[Collected data]
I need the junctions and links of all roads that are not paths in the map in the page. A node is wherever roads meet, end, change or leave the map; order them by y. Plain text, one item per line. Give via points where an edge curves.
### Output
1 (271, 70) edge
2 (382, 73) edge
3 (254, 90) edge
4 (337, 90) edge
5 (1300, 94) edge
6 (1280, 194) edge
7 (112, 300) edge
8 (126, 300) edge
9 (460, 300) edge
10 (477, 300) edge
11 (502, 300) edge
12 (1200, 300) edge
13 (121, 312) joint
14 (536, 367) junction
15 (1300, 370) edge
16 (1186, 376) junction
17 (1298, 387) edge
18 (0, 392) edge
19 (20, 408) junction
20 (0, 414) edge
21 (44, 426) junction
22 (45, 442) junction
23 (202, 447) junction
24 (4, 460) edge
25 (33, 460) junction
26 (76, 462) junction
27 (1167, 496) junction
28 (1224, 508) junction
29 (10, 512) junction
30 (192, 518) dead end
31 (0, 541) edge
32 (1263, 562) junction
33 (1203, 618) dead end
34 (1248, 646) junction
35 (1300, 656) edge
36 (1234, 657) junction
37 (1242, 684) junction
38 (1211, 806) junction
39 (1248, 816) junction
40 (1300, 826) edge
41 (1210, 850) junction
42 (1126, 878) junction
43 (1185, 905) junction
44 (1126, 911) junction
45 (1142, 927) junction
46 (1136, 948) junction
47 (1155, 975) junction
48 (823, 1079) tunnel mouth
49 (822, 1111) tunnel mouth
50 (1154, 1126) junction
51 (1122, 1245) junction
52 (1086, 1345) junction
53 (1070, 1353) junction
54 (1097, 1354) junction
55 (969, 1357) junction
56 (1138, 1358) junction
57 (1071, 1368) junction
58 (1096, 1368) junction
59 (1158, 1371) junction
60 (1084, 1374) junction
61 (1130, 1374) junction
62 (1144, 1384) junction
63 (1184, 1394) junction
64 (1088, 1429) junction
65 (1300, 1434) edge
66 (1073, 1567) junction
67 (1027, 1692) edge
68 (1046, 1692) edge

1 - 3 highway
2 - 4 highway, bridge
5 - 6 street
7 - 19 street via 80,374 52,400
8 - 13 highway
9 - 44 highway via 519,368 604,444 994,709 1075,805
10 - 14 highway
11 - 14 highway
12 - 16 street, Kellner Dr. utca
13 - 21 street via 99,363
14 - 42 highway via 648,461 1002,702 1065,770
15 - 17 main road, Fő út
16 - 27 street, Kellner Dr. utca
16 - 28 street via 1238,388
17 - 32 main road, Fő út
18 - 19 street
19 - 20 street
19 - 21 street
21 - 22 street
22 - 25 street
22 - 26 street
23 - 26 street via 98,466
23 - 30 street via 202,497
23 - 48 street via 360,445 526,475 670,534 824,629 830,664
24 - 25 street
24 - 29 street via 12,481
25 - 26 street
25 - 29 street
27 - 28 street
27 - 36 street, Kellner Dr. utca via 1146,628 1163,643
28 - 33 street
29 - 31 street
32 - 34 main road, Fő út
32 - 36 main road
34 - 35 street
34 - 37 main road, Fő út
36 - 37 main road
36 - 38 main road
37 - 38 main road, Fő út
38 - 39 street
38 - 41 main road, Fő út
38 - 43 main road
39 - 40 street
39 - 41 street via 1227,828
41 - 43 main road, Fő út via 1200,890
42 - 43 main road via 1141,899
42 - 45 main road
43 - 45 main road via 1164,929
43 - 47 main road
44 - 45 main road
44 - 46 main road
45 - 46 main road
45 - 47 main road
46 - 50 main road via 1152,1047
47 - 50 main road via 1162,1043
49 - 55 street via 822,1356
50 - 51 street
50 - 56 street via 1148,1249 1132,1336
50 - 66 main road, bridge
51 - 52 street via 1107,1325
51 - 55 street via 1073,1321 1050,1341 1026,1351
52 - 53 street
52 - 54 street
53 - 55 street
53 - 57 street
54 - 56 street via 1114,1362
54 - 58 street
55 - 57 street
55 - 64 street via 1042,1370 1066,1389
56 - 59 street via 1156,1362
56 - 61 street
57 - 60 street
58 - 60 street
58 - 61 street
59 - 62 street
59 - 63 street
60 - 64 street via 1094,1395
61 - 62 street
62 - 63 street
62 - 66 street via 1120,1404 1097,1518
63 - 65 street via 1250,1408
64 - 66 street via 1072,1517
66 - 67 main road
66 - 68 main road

**Work to be completed**
Transcribe the records above in full, exactly as they stand.

**Result of this task**
I need the junctions and links of all roads that are not paths in the map in the page. A node is wherever roads meet, end, change or leave the map; order them by y. Plain text, one item per line. Give via points where an edge curves.
### Output
1 (271, 70) edge
2 (382, 73) edge
3 (254, 90) edge
4 (337, 90) edge
5 (1300, 94) edge
6 (1280, 194) edge
7 (112, 300) edge
8 (126, 300) edge
9 (460, 300) edge
10 (477, 300) edge
11 (502, 300) edge
12 (1200, 300) edge
13 (121, 312) joint
14 (536, 367) junction
15 (1300, 370) edge
16 (1186, 376) junction
17 (1298, 387) edge
18 (0, 392) edge
19 (20, 408) junction
20 (0, 414) edge
21 (44, 426) junction
22 (45, 442) junction
23 (202, 447) junction
24 (4, 460) edge
25 (33, 460) junction
26 (76, 462) junction
27 (1167, 496) junction
28 (1224, 508) junction
29 (10, 512) junction
30 (192, 518) dead end
31 (0, 541) edge
32 (1263, 562) junction
33 (1203, 618) dead end
34 (1248, 646) junction
35 (1300, 656) edge
36 (1234, 657) junction
37 (1242, 684) junction
38 (1211, 806) junction
39 (1248, 816) junction
40 (1300, 826) edge
41 (1210, 850) junction
42 (1126, 878) junction
43 (1185, 905) junction
44 (1126, 911) junction
45 (1142, 927) junction
46 (1136, 948) junction
47 (1155, 975) junction
48 (823, 1079) tunnel mouth
49 (822, 1111) tunnel mouth
50 (1154, 1126) junction
51 (1122, 1245) junction
52 (1086, 1345) junction
53 (1070, 1353) junction
54 (1097, 1354) junction
55 (969, 1357) junction
56 (1138, 1358) junction
57 (1071, 1368) junction
58 (1096, 1368) junction
59 (1158, 1371) junction
60 (1084, 1374) junction
61 (1130, 1374) junction
62 (1144, 1384) junction
63 (1184, 1394) junction
64 (1088, 1429) junction
65 (1300, 1434) edge
66 (1073, 1567) junction
67 (1027, 1692) edge
68 (1046, 1692) edge

1 - 3 highway
2 - 4 highway, bridge
5 - 6 street
7 - 19 street via 80,374 52,400
8 - 13 highway
9 - 44 highway via 519,368 604,444 994,709 1075,805
10 - 14 highway
11 - 14 highway
12 - 16 street, Kellner Dr. utca
13 - 21 street via 99,363
14 - 42 highway via 648,461 1002,702 1065,770
15 - 17 main road, Fő út
16 - 27 street, Kellner Dr. utca
16 - 28 street via 1238,388
17 - 32 main road, Fő út
18 - 19 street
19 - 20 street
19 - 21 street
21 - 22 street
22 - 25 street
22 - 26 street
23 - 26 street via 98,466
23 - 30 street via 202,497
23 - 48 street via 360,445 526,475 670,534 824,629 830,664
24 - 25 street
24 - 29 street via 12,481
25 - 26 street
25 - 29 street
27 - 28 street
27 - 36 street, Kellner Dr. utca via 1146,628 1163,643
28 - 33 street
29 - 31 street
32 - 34 main road, Fő út
32 - 36 main road
34 - 35 street
34 - 37 main road, Fő út
36 - 37 main road
36 - 38 main road
37 - 38 main road, Fő út
38 - 39 street
38 - 41 main road, Fő út
38 - 43 main road
39 - 40 street
39 - 41 street via 1227,828
41 - 43 main road, Fő út via 1200,890
42 - 43 main road via 1141,899
42 - 45 main road
43 - 45 main road via 1164,929
43 - 47 main road
44 - 45 main road
44 - 46 main road
45 - 46 main road
45 - 47 main road
46 - 50 main road via 1152,1047
47 - 50 main road via 1162,1043
49 - 55 street via 822,1356
50 - 51 street
50 - 56 street via 1148,1249 1132,1336
50 - 66 main road, bridge
51 - 52 street via 1107,1325
51 - 55 street via 1073,1321 1050,1341 1026,1351
52 - 53 street
52 - 54 street
53 - 55 street
53 - 57 street
54 - 56 street via 1114,1362
54 - 58 street
55 - 57 street
55 - 64 street via 1042,1370 1066,1389
56 - 59 street via 1156,1362
56 - 61 street
57 - 60 street
58 - 60 street
58 - 61 street
59 - 62 street
59 - 63 street
60 - 64 street via 1094,1395
61 - 62 street
62 - 63 street
62 - 66 street via 1120,1404 1097,1518
63 - 65 street via 1250,1408
64 - 66 street via 1072,1517
66 - 67 main road
66 - 68 main road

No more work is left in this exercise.